Problem description: I need the number of lines in the data that contain the word "strokeRect", and nothing beyond it.

Data provided:
======
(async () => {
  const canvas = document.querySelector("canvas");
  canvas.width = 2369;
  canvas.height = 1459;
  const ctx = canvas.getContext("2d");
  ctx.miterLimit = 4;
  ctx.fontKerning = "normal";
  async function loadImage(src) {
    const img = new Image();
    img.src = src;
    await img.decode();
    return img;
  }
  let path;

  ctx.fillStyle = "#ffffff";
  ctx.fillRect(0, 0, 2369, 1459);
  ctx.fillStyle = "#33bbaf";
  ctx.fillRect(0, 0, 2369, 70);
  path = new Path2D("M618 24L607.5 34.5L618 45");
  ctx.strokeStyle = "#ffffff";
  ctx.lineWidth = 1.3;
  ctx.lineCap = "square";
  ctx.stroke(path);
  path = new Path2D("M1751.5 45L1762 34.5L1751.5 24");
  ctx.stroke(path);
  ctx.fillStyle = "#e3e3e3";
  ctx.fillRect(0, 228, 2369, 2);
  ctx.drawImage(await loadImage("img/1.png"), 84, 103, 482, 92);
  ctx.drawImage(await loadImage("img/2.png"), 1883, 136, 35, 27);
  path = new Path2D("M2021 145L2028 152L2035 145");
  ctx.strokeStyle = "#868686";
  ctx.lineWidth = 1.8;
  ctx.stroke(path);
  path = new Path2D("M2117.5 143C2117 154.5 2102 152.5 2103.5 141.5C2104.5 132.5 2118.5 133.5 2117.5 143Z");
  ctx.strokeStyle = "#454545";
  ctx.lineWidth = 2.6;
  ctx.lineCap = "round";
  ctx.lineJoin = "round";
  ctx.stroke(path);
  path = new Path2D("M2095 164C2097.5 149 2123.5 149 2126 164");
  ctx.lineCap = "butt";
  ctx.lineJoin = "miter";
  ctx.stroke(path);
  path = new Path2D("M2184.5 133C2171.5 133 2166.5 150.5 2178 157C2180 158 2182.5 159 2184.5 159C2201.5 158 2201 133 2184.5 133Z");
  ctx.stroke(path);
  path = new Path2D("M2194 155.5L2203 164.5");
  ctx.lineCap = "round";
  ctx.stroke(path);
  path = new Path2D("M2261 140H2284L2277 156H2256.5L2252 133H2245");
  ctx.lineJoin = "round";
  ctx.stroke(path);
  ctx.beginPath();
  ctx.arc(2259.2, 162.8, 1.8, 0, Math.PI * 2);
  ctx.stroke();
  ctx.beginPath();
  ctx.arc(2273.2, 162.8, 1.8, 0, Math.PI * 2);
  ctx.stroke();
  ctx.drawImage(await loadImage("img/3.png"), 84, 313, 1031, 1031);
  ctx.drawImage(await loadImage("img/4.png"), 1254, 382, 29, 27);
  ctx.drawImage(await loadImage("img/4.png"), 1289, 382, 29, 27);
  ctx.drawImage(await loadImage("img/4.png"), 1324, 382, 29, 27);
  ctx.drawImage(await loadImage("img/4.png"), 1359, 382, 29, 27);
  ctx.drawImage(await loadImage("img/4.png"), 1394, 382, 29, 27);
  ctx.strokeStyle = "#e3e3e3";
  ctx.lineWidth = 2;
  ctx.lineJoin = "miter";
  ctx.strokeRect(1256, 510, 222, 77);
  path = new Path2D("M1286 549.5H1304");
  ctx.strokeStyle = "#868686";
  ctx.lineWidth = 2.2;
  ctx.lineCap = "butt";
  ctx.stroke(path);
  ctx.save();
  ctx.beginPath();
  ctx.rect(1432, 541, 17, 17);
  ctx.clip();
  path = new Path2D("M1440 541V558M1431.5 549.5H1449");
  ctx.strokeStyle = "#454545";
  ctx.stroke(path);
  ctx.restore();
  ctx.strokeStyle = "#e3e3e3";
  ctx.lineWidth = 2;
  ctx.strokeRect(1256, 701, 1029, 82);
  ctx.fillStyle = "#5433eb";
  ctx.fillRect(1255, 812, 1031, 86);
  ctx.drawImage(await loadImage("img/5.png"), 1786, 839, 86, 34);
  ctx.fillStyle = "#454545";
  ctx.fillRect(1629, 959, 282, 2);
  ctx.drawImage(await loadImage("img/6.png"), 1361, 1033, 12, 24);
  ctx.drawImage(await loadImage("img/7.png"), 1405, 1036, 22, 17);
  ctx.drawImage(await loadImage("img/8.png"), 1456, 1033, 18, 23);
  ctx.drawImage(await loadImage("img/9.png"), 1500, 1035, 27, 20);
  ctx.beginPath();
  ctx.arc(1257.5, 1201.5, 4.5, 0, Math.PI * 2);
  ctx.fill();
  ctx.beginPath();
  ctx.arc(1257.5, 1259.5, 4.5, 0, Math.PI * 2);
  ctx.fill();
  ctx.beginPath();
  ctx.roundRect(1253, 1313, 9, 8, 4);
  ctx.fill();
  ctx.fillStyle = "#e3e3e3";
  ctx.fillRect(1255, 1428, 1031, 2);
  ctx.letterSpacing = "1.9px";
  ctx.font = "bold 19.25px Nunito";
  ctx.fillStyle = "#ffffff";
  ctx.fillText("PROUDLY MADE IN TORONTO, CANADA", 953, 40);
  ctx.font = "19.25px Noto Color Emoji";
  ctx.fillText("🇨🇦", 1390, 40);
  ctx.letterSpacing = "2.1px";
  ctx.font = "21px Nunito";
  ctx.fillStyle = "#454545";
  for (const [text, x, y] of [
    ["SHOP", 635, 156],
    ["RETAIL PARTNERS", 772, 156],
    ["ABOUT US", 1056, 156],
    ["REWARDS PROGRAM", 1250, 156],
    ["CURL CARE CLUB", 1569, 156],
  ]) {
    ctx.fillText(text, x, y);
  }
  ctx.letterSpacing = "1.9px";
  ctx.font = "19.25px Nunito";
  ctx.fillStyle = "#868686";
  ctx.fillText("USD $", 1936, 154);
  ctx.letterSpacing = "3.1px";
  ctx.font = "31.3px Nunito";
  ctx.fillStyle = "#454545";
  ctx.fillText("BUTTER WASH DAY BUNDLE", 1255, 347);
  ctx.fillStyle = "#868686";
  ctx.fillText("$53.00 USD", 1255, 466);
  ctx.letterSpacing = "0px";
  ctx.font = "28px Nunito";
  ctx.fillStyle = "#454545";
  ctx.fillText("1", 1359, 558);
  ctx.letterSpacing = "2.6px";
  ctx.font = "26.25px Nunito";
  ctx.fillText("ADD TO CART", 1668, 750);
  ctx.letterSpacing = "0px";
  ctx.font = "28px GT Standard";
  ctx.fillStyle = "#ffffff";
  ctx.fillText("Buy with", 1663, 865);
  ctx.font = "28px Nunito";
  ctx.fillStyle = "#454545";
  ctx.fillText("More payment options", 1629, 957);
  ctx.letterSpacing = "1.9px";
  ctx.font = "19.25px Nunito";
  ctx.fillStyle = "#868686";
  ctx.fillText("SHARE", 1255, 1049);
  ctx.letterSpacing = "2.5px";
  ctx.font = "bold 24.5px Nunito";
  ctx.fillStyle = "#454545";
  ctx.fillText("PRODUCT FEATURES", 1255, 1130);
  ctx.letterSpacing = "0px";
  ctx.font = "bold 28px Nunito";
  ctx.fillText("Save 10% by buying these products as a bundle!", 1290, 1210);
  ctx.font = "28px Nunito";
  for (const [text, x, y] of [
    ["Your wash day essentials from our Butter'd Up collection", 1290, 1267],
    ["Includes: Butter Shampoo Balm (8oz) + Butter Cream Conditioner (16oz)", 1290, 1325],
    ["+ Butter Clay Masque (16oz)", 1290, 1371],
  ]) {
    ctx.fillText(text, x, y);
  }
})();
======
Expected answer: 2